> [What the exercise asks]: From the first line to the last, restate the material word for word; pictures stay out.

%%

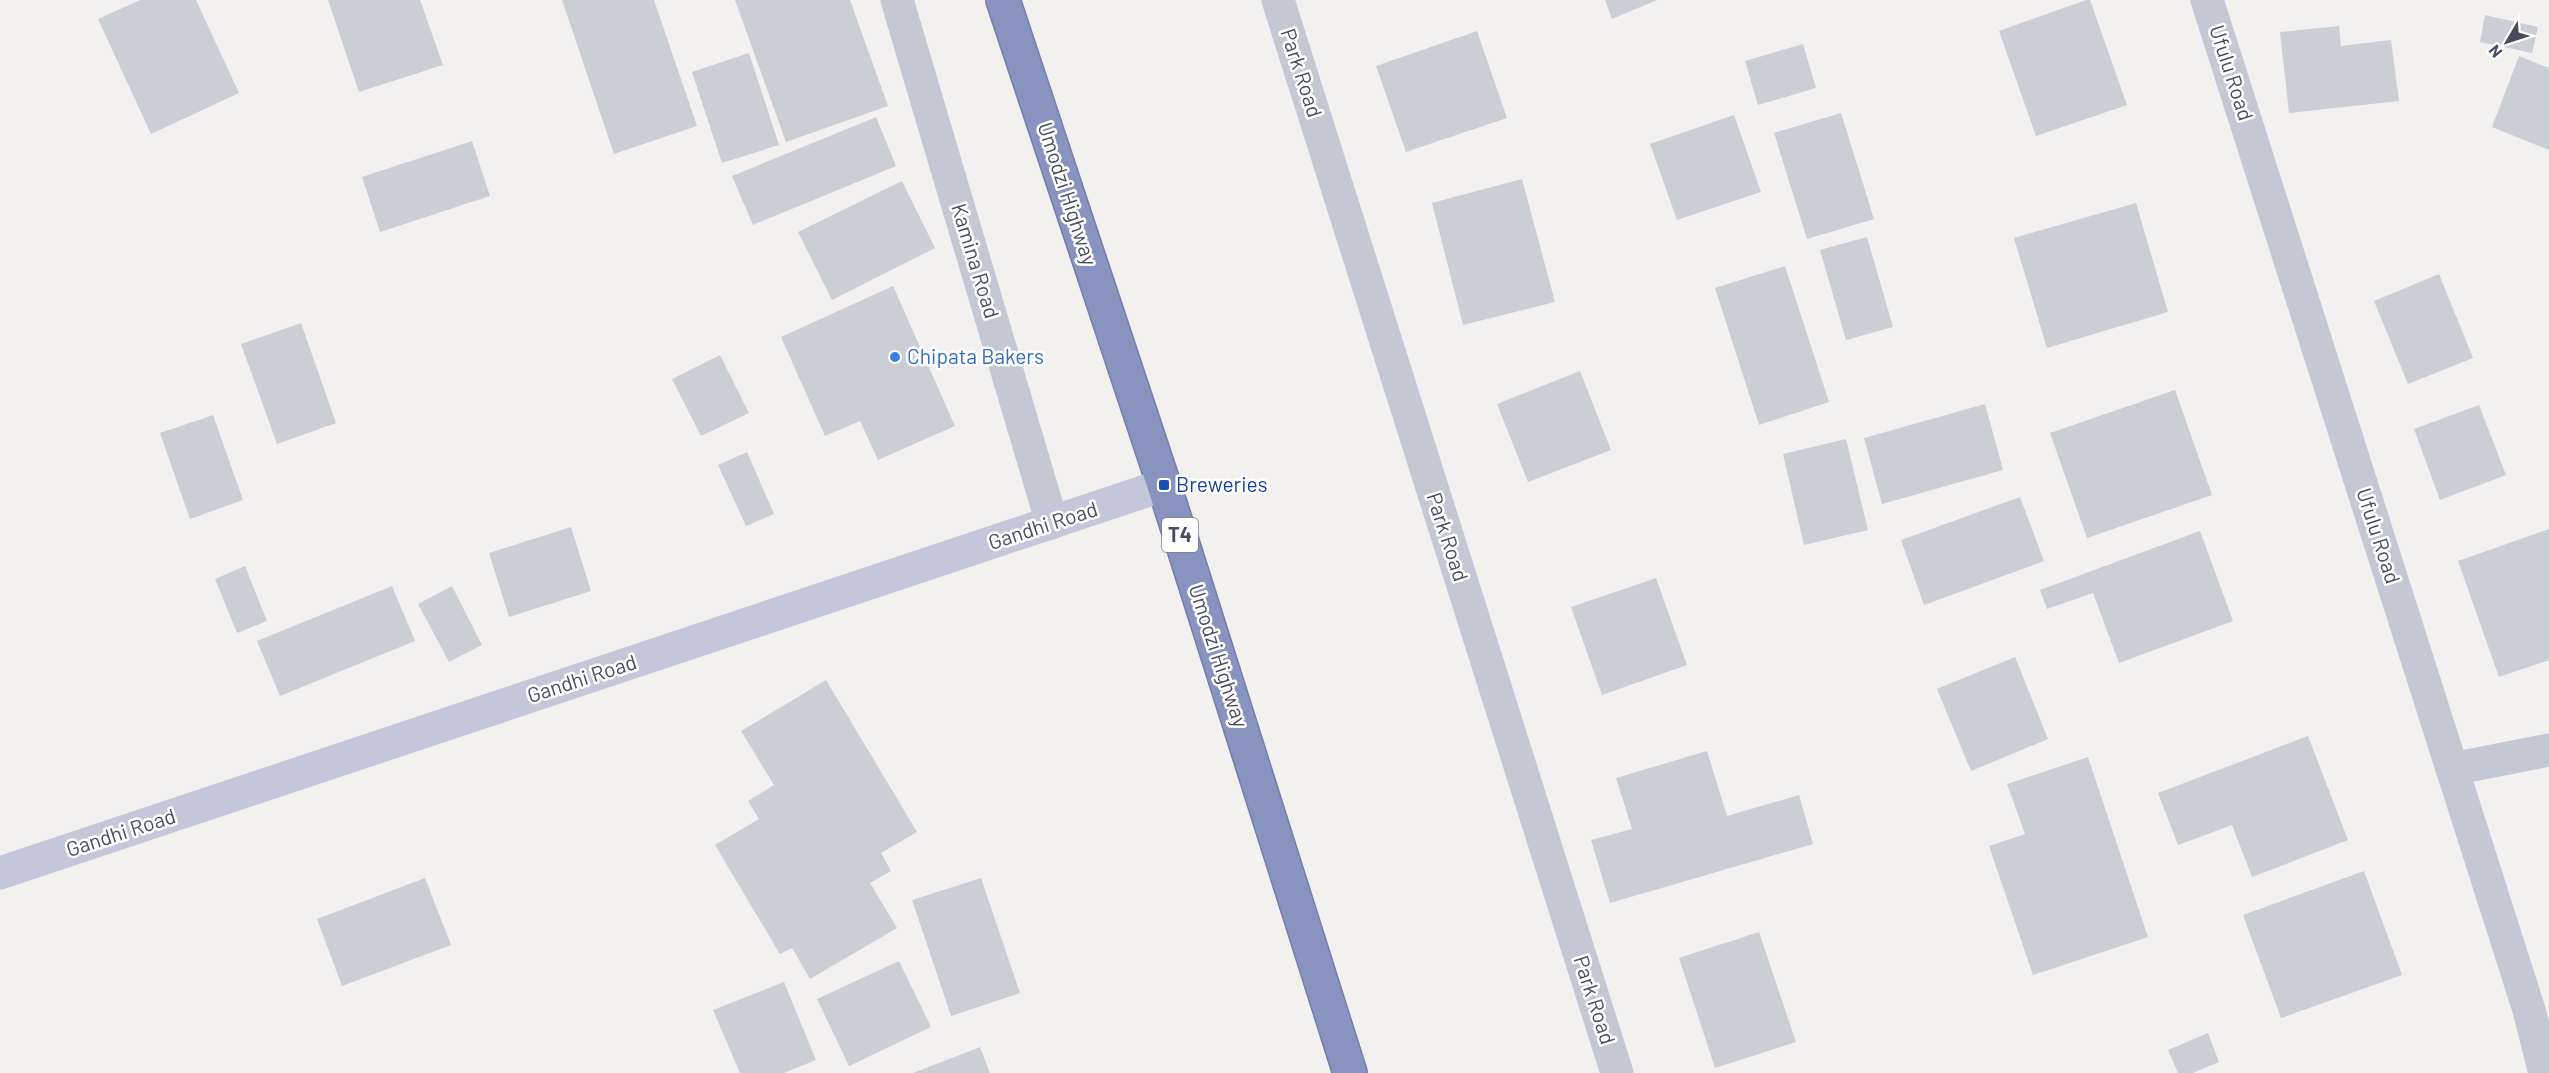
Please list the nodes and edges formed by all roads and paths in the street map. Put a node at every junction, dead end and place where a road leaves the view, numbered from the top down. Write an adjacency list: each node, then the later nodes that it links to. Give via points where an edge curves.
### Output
1 (897, 0): 6 (street, Kamina Road)
2 (1003, 0): 5 (highway, Umodzi Highway / T4)
3 (1278, 0): 11 (street, Park Road)
4 (2208, 0): 8 (street, Ufulu Road)
5 (1164, 485): 6 (street, Gandhi Road); 10 (highway, Umodzi Highway / T4)
6 (1052, 523): 9 (street, Gandhi Road)
7 (2549, 750): 8 (street)
8 (2452, 769): 12 (street, Ufulu Road, via 2529,1010)
9 (0, 873)
10 (1350, 1073)
11 (1617, 1073)
12 (2545, 1073)

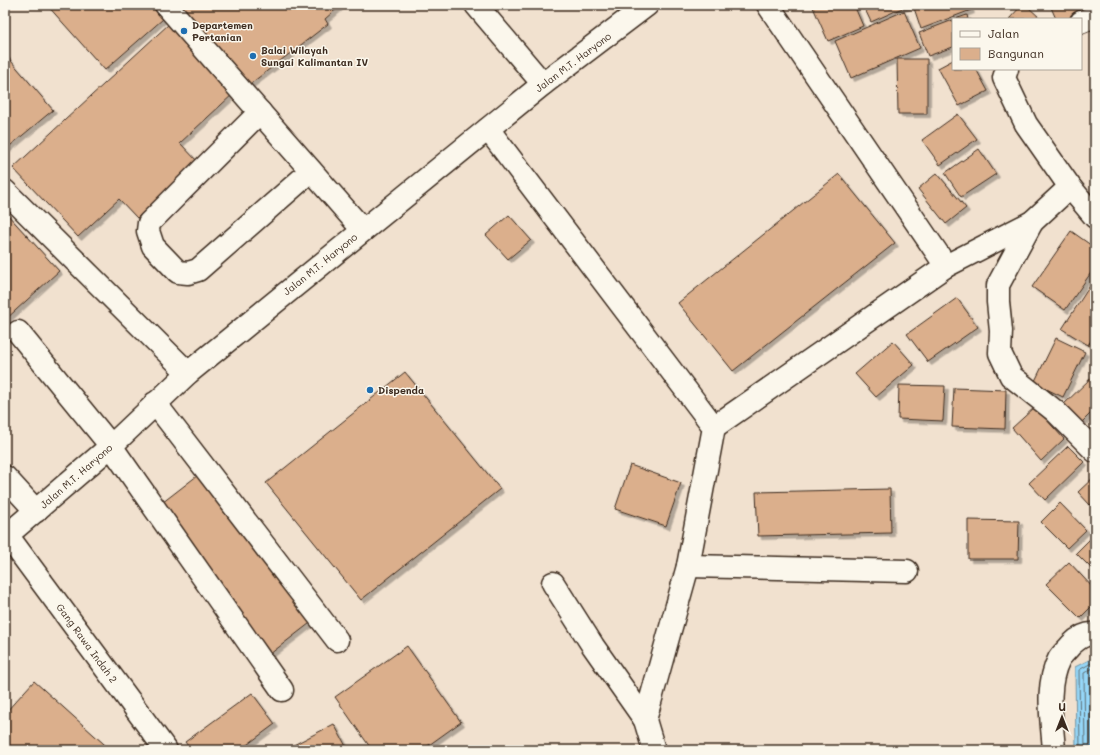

%%

> [Exercise solution]:
Please list the nodes and edges formed by all roads and paths in the street map. Put a node at every junction, dead end and place where a road leaves the view, numbered from the top down. Write an adjacency list: each node, then the later nodes that it links to. Give via points where an edge curves.
### Output
1 (897, 0): 6 (street, Kamina Road)
2 (1003, 0): 5 (highway, Umodzi Highway / T4)
3 (1278, 0): 11 (street, Park Road)
4 (2208, 0): 8 (street, Ufulu Road)
5 (1164, 485): 6 (street, Gandhi Road); 10 (highway, Umodzi Highway / T4)
6 (1052, 523): 9 (street, Gandhi Road)
7 (2549, 750): 8 (street)
8 (2452, 769): 12 (street, Ufulu Road, via 2529,1010)
9 (0, 873)
10 (1350, 1073)
11 (1617, 1073)
12 (2545, 1073)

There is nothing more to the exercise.